Executive Summary

The Office of the Comptroller of the Currency, the primary federal regulator for most large banks, recently issued a new policy on agency enforcement actions seeking civil money penalties against institutions and individuals. There are several key developments that will directly affect institutions and the directors, officers, employees, major shareholders, and vendors associated with them.

At the close of February, the Office of the Comptroller of the Currency ("OCC") issued a revision of its internal policies and procedures guidance on civil money penalties ("CMPs") in enforcement actions. OCC PPM 5000-7 (Rev) (Feb. 26, 2016) (the "CMP Policy"). While much of the CMP Policy is focused on reiterating established OCC enforcement processes and procedures, there are several key developments that national banks and federal savings associations (both OCC-regulated entities) – and the directors, officers, employees, major shareholders, and vendors associated with them – should consider, such as a shift in the weight that the OCC will accord certain aggravating and mitigating factors when determining whether to bring a CMP action and how much of a penalty the OCC will seek, increased expectations for maintaining a robust internal compliance program, and a possible increase in CMP actions brought against specific insiders associated with an institution.
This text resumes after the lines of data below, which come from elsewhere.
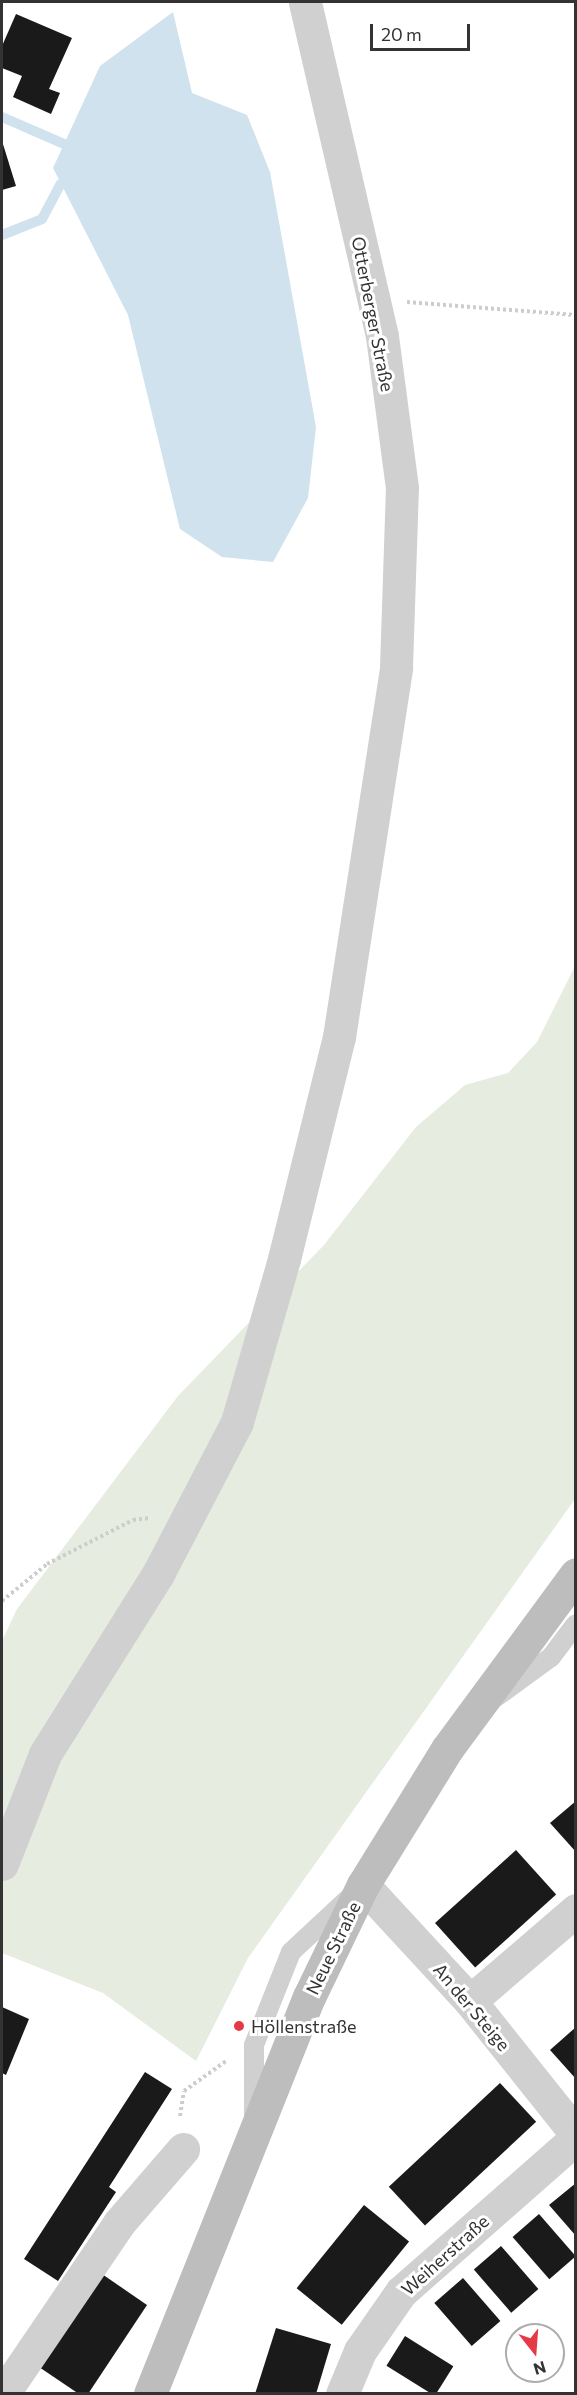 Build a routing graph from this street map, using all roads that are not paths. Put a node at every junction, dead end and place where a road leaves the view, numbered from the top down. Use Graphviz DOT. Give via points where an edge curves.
graph roads {
  1 [pos="305,2"];
  2 [pos="576,1575"];
  3 [pos="576,1624"];
  4 [pos="474,1712"];
  5 [pos="6,1853"];
  6 [pos="363,1885"];
  7 [pos="576,1910"];
  8 [pos="470,2001"];
  9 [pos="576,2136"];
  10 [pos="183,2149"];
  11 [pos="3,2394"];
  12 [pos="150,2394"];
  13 [pos="342,2394"];
  1 -- 5 [label="street, Otterberger Straße" via="373,300 402,488 396,667 336,1048 284,1259 237,1422 159,1572 45,1754"];
  2 -- 4 [label="main road, Neue Straße"];
  3 -- 4 [label="lane" via="551,1657"];
  4 -- 6 [label="main road, Neue Straße"];
  6 -- 8 [label="street, An der Steige"];
  6 -- 12 [label="main road, Neue Straße" via="309,1996"];
  7 -- 8 [label="street"];
  8 -- 9 [label="street, An der Steige"];
  9 -- 13 [label="street, Weiherstraße" via="401,2292 360,2351"];
  10 -- 11 [label="street" via="119,2223"];
} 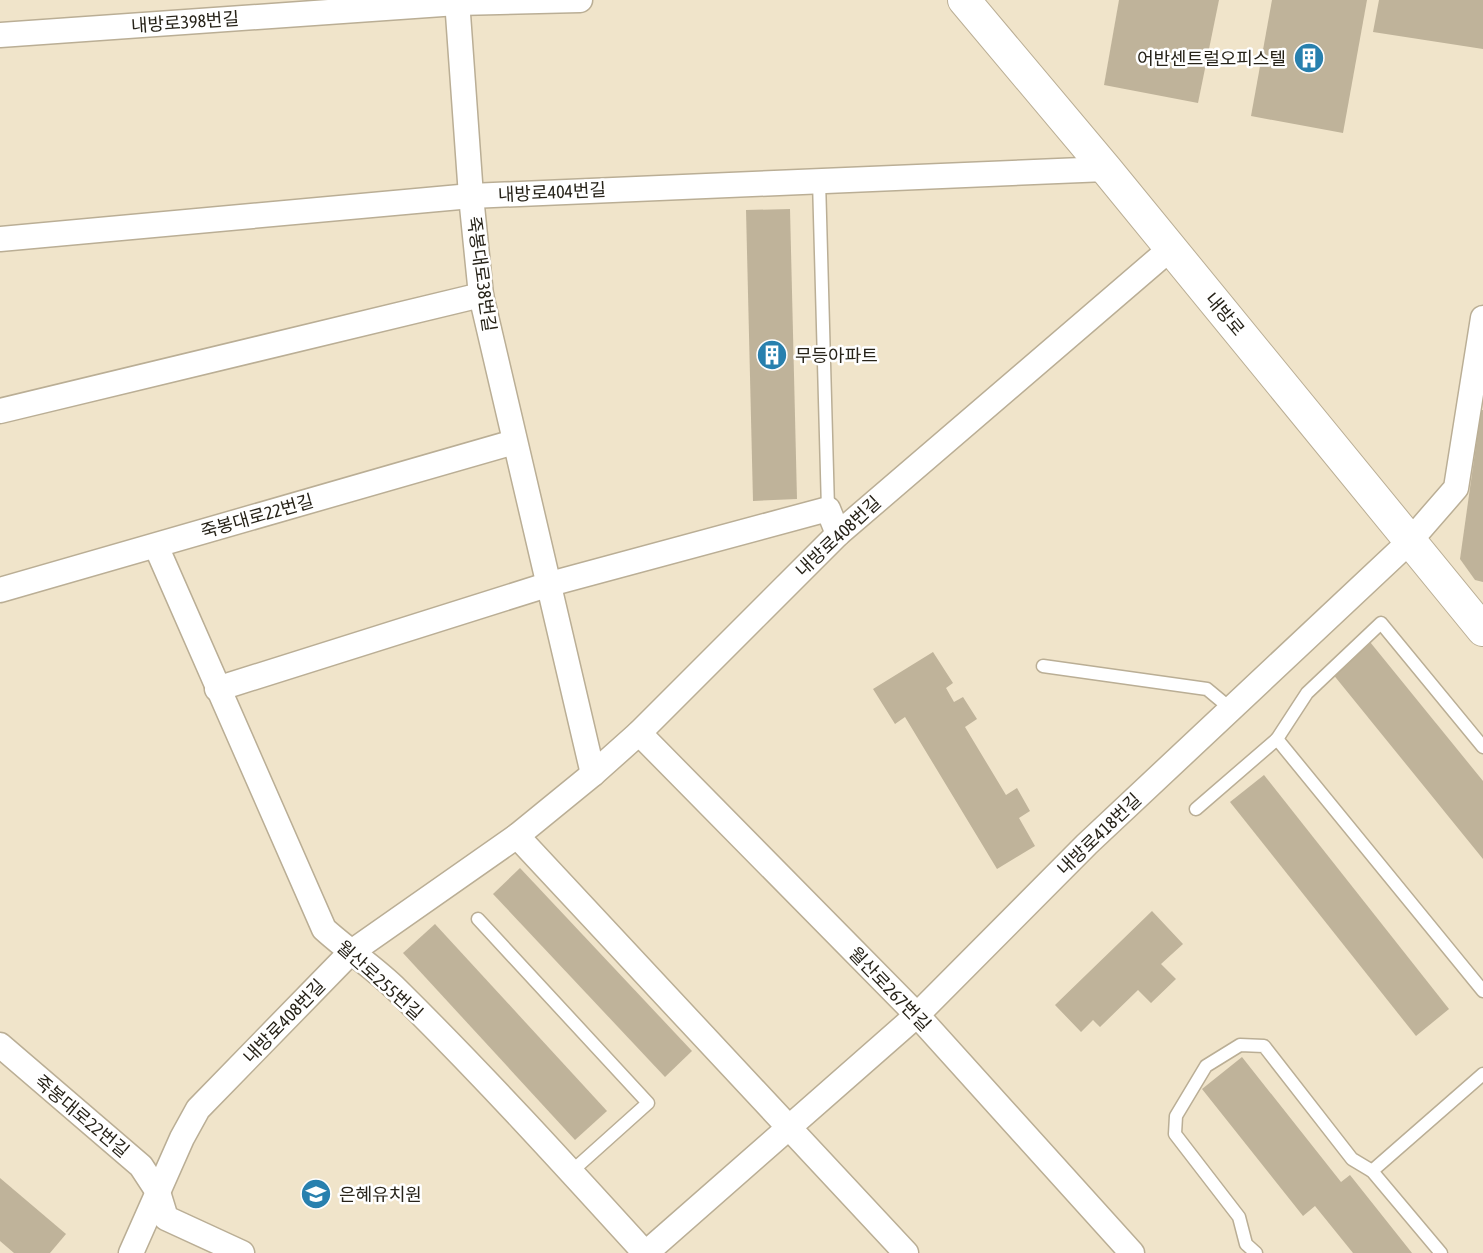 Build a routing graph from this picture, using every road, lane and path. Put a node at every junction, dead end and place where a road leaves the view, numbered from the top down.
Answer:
1 (580, 0) edge
2 (964, 0) edge
3 (457, 2) edge
4 (0, 35) edge
5 (1106, 169) junction
6 (819, 180) junction
7 (471, 196) junction
8 (0, 239) edge
9 (1170, 249) junction
10 (481, 295) junction
11 (1483, 318) edge
12 (0, 411) edge
13 (514, 442) junction
14 (828, 509) junction
15 (838, 534) junction
16 (1410, 541) junction
17 (156, 546) junction
18 (550, 584) junction
19 (0, 590) edge
20 (1483, 631) edge
21 (1043, 666) dead end
22 (217, 688) junction
23 (1231, 709) junction
24 (639, 733) junction
25 (1277, 739) junction
26 (1483, 747) edge
27 (593, 774) junction
28 (1196, 809) dead end
29 (517, 836) junction
30 (478, 919) dead end
31 (350, 953) junction
32 (1483, 990) edge
33 (917, 1015) junction
34 (0, 1045) edge
35 (1483, 1074) edge
36 (788, 1126) junction
37 (1372, 1171) junction
38 (571, 1172) junction
39 (158, 1192) junction
40 (131, 1253) edge
41 (242, 1253) edge
42 (645, 1253) edge
43 (906, 1253) edge
44 (1132, 1253) edge
45 (1256, 1253) edge
46 (1441, 1253) edge

1 - 3 street, 내방로398번길
2 - 5 street, 내방로
3 - 4 street, 내방로398번길
3 - 7 street, 죽봉대로38번길
5 - 6 street, 내방로404번길
5 - 9 street, 내방로
6 - 7 street, 내방로404번길
6 - 14 lane
7 - 8 street, 내방로404번길
7 - 10 street, 죽봉대로38번길
9 - 15 street, 내방로408번길
9 - 16 street, 내방로
10 - 12 street
10 - 13 street, 죽봉대로38번길
11 - 16 street, 내방로418번길
13 - 17 street, 죽봉대로22번길
13 - 18 street, 죽봉대로38번길
14 - 15 street
14 - 18 street
15 - 24 street, 내방로408번길
16 - 20 street, 내방로
16 - 23 street, 내방로418번길
17 - 19 street, 죽봉대로22번길
17 - 22 street, 월산로255번길
18 - 22 street
18 - 27 street, 죽봉대로38번길
21 - 23 lane
22 - 31 street, 월산로255번길
23 - 33 street, 내방로418번길
24 - 27 street, 내방로408번길
24 - 33 street, 월산로267번길
25 - 26 lane
25 - 28 lane
25 - 32 lane
27 - 29 street, 내방로408번길
29 - 31 street, 내방로408번길
29 - 36 street
30 - 38 lane
31 - 38 street, 월산로255번길
31 - 39 street, 내방로408번길
33 - 36 street, 내방로418번길
33 - 44 street, 월산로267번길
34 - 39 street, 죽봉대로22번길
35 - 37 lane
36 - 42 street, 내방로418번길
36 - 43 street
37 - 45 lane
37 - 46 lane
38 - 42 street, 월산로255번길
39 - 40 street, 내방로408번길
39 - 41 street, 죽봉대로22번길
Under the Federal Deposit Insurance Act ("FDI Act"), the OCC may bring a CMP action for a variety of violations of laws, unsafe or unsound practices, and breaches of fiduciary duty. The severity of the CMP depends on the culpability of the target and the effects of the conduct on the institution and can vary from $5,000 per violation per day, to $1 million for actions against individuals, and the lesser of $1 million or 1 percent of the bank's assets for actions against institutions.1

Enhancements to the Civil Money Penalty Matrix

The OCC's new CMP Policy makes numerous significant changes to the civil money penalty matrix or "CMP Matrix." Developed in 1991 by the federal bank regulatory agencies in response to passage of the Financial Institutions Reform Recovery, and Enforcement Act of 1989 ("FIRREA"), the original CMP matrix condenses the statutory factors for a CMP and the factors developed by the Federal Financial Institutions Examination Council ("FFIEC") into a single set of factors, each with an assigned weight (determined by agency discretion).2 This matrix was updated by the OCC in its prior CMP policy, OCC PPM 5000-7, issued June 16, 1993.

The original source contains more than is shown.